XII. Comunque la dirigenza grillina ha individuato per ultima consultazione 9.9.22, nove associazioni tra cui scegliere (da Emergency a Comunità Sant’Egidio), con innovazione significativa rispetto al passato, non sfuggita agli osservatori più acuti, non dimentichi della formazione gesuitica ricevuta dal Nostro ex Premier e dall’assidua frequentazione di ambienti d’oltretevere, pur nei tempi di brillante carriera universitaria alla scuola di Guido Alpa (altro genovese, come Grillo).

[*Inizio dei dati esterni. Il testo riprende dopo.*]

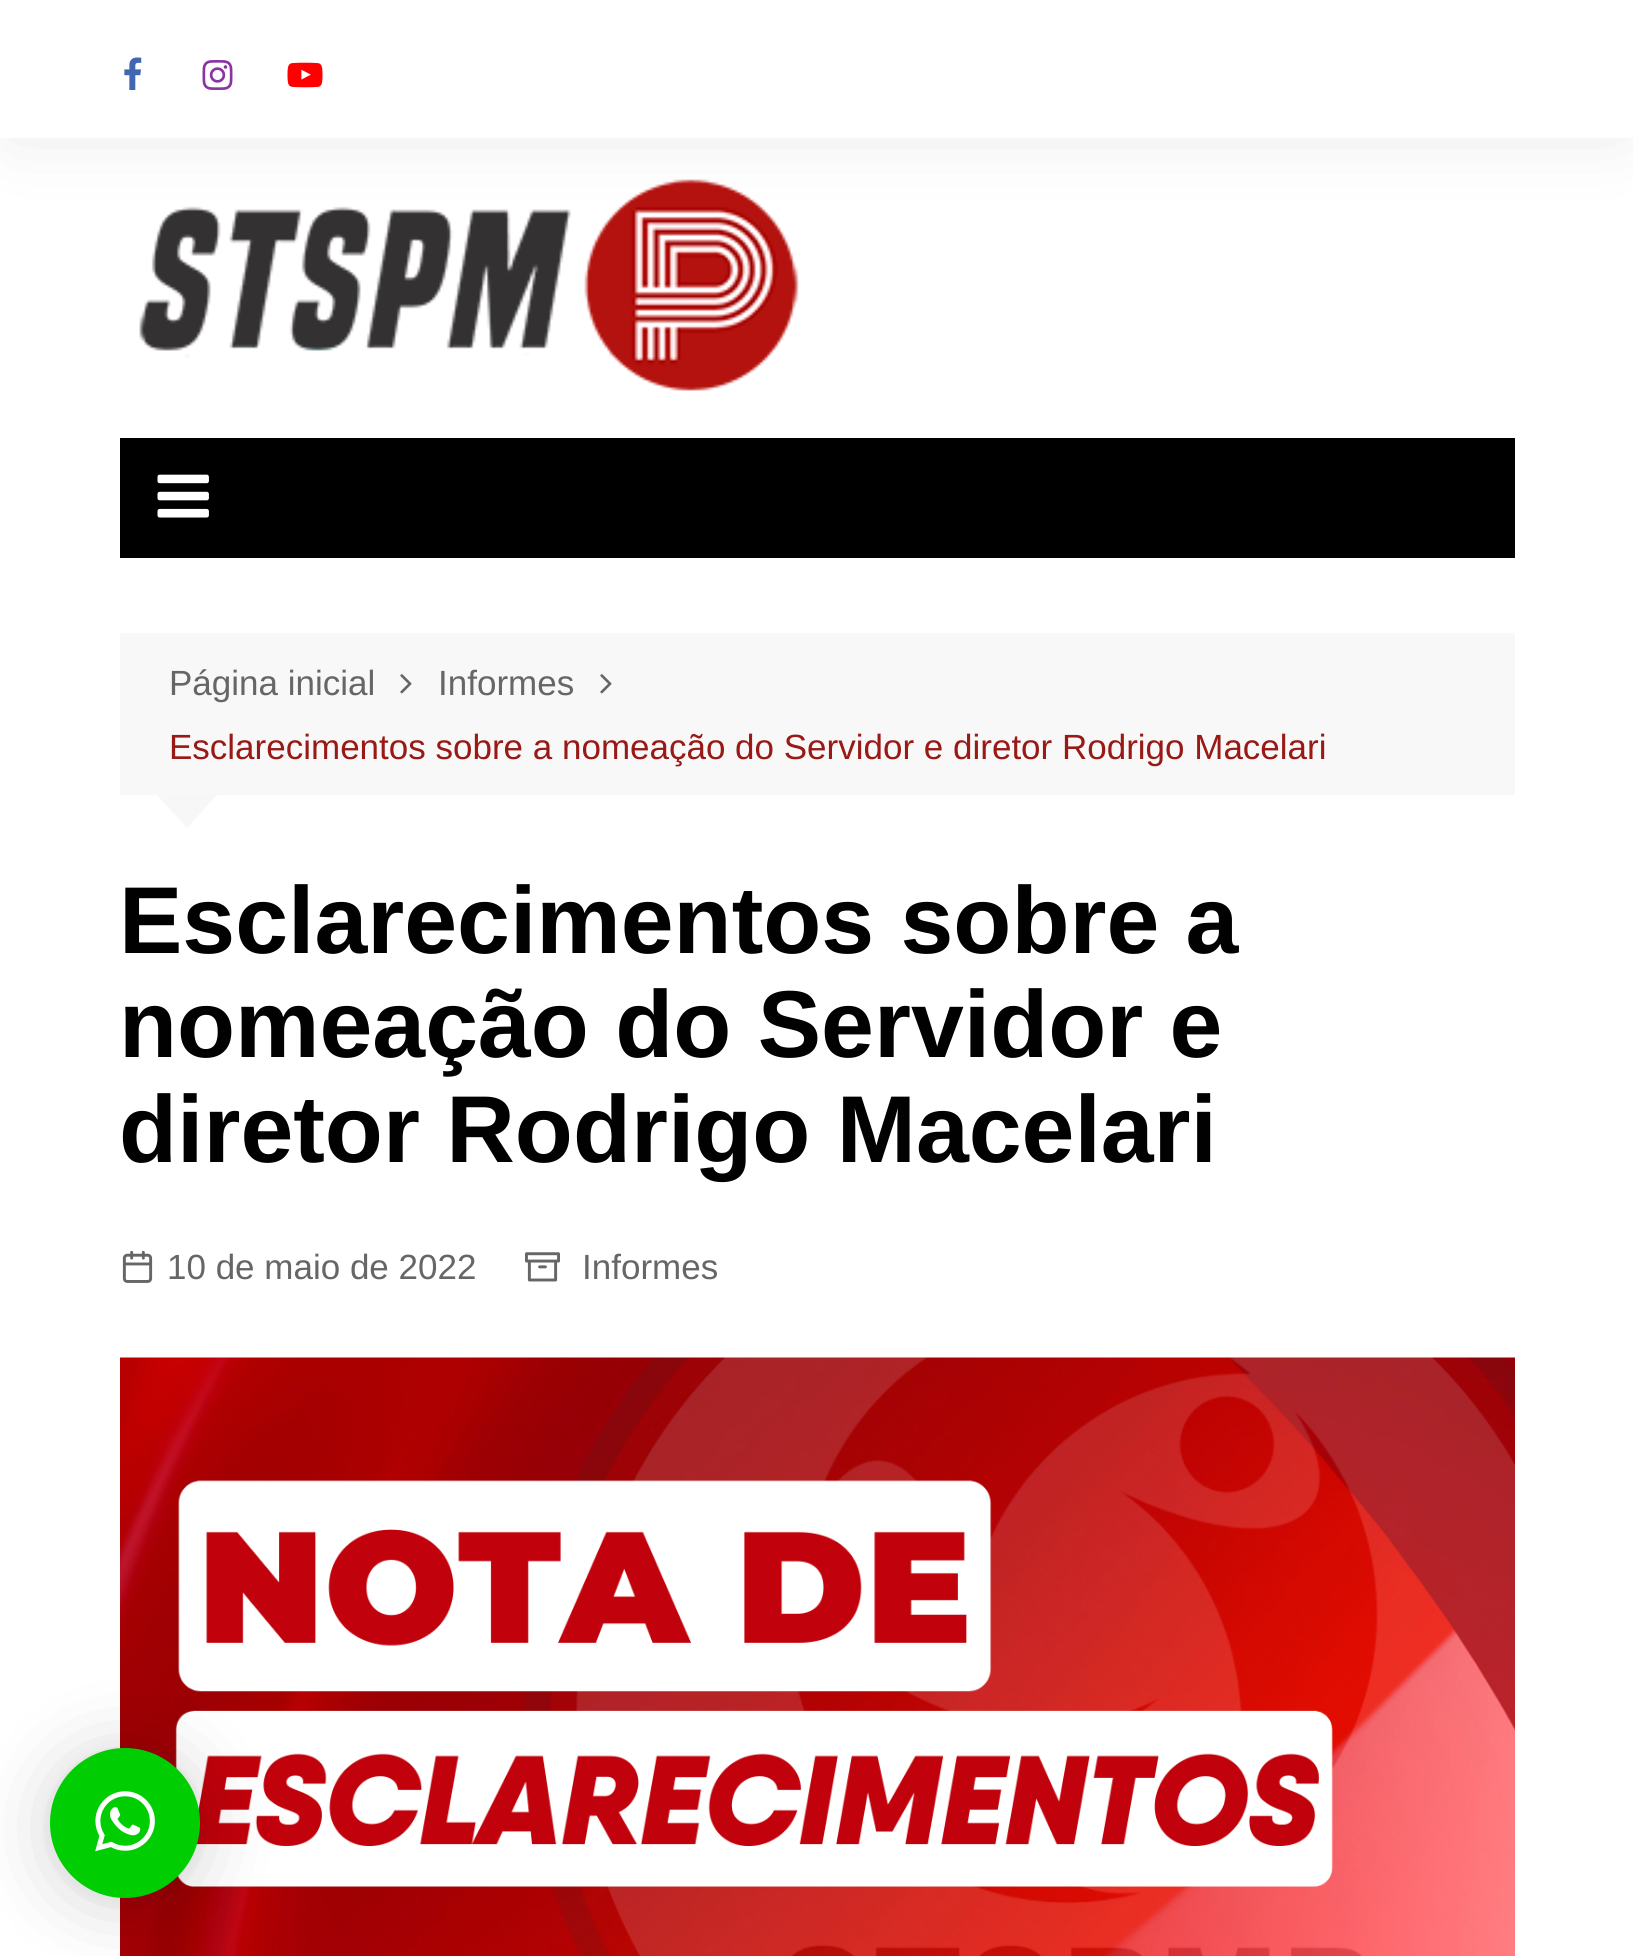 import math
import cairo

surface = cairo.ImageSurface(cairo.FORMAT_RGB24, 1633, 1956)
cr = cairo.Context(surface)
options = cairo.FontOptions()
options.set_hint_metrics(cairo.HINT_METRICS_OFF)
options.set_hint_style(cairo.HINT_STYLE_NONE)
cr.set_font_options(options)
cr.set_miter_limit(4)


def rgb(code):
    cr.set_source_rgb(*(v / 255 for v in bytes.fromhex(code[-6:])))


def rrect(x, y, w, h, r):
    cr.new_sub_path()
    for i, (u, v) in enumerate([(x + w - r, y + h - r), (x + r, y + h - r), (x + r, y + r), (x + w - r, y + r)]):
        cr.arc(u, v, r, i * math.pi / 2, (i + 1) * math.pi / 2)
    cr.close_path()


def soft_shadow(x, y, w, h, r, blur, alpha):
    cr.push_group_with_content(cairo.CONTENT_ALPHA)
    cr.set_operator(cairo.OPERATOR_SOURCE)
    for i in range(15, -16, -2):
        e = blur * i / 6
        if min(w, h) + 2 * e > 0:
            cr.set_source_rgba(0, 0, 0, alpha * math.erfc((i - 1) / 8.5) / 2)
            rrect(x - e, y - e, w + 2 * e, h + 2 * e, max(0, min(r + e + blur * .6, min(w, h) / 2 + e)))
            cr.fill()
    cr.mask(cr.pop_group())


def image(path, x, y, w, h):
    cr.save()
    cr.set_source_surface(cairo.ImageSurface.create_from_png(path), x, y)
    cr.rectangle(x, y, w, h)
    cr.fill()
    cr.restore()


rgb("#ffffff")
cr.paint()
rgb("#000000")
soft_shadow(13, 18, 1610, 112, 0, 37.5, 0.1)
rgb("#ffffff")
cr.rectangle(0, 0, 1633, 138)
cr.fill()
image("img/1.png", 124, 57, 18, 33)
image("img/2.png", 202, 60, 31, 30)
image("img/3.png", 287, 62, 36, 26)
image("img/4.png", 139, 179, 660, 212)
rgb("#000000")
cr.rectangle(120, 438, 1395, 120)
cr.fill()
image("img/5.png", 157, 474, 52, 44)
rgb("#f8f8f8")
cr.rectangle(120, 633, 1395, 162)
cr.fill()
image("img/6.png", 400, 674, 12, 20)
image("img/6.png", 600, 674, 12, 20)
rgb("#f7f7f7")
cr.new_path()
cr.move_to(157, 795)
cr.line_to(217, 795)
cr.line_to(187, 828)
cr.close_path()
cr.fill()
image("img/7.png", 122, 1250, 31, 33)
image("img/8.png", 525, 1252, 35, 30)
image("img/9.png", 120, 1357, 1395, 599)
rgb("#000000")
soft_shadow(50, 1753, 150, 150, 75, 40, 0.16)
soft_shadow(50, 1750, 150, 150, 75, 7.5, 0.06)
rgb("#00ce03")
cr.arc(125, 1823, 75, 0, 2 * math.pi)
cr.fill()
image("img/10.png", 95, 1791, 60, 61)
cr.select_font_face("Liberation Sans")
cr.set_font_size(35)
rgb("#666666")
cr.move_to(169, 695)
cr.show_text("Página inicial")
cr.move_to(438, 695)
cr.show_text("Informes")
rgb("#991916")
cr.move_to(169, 759)
cr.show_text("Esclarecimentos sobre a nomeação do Servidor e diretor Rodrigo Macelari")
cr.select_font_face("Liberation Sans", cairo.FONT_SLANT_NORMAL, cairo.FONT_WEIGHT_BOLD)
cr.set_font_size(95)
rgb("#010101")
for x, y, s in [
    (119, 953, "Esclarecimentos sobre a"),
    (119, 1057, "nomeação do Servidor e"),
    (119, 1162, "diretor Rodrigo Macelari"),
]:
    cr.move_to(x, y)
    cr.show_text(s)
cr.select_font_face("Liberation Sans")
cr.set_font_size(35)
rgb("#666666")
cr.move_to(167, 1279)
cr.show_text("10 de maio de 2022")
cr.move_to(582, 1279)
cr.show_text("Informes")
surface.write_to_png("page.png")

Sono spariti completamente dal novero dei possibili destinatari, gli enti pubblici (niente più MISE, MEF, CNR, principale ente ricerca livello postuniversitario etc.), soppiantati da alcune associazioni cattoliche (Libera, Associazione Gruppo Abele, Comunità S. Egidio, etc.). Tale dato rileva che il credente devoto Conte, ricerca consensi nella disaggregata galassia del mondo cattolico, flirtando con le dichiarazioni pontificie di doverosità di porre fine al confronto armato in Ucraina e richiamando, ora con un po’ di tattico ritardo, il principio di ripudio della guerra come mezzo di risoluzione delle controversie internazionali, sancito dall’art. 11 Cost., cosi caro alla sensibilità pacifista di ogni provenienza ed estrazione. Giuseppi Conte, ponendo l’accento sul finanziamento alle istituzioni religiose – tema da sempre divisivo con l’intera Area di sinistra, estrema e moderata – dimostra di conoscere, ad onta sua provenienza “tecnica” i risvolti della storia politica non solo della sua Regione di provenienza (la Puglia, ove Vendola sconfisse lo sfidante Boccia, designato su accordo di Casini e D’Alema, grazie al perdurante favore dell’associazionismo cattolico) ma dell’intero Paese, ove il cattocollateralismo ha sempre funzionato da catalizzatore di consensi, a prescindere dal soggetto che lo impersonava nel frangente (da Alcide De Gasperi ad Amintore Fanfani, ad es.).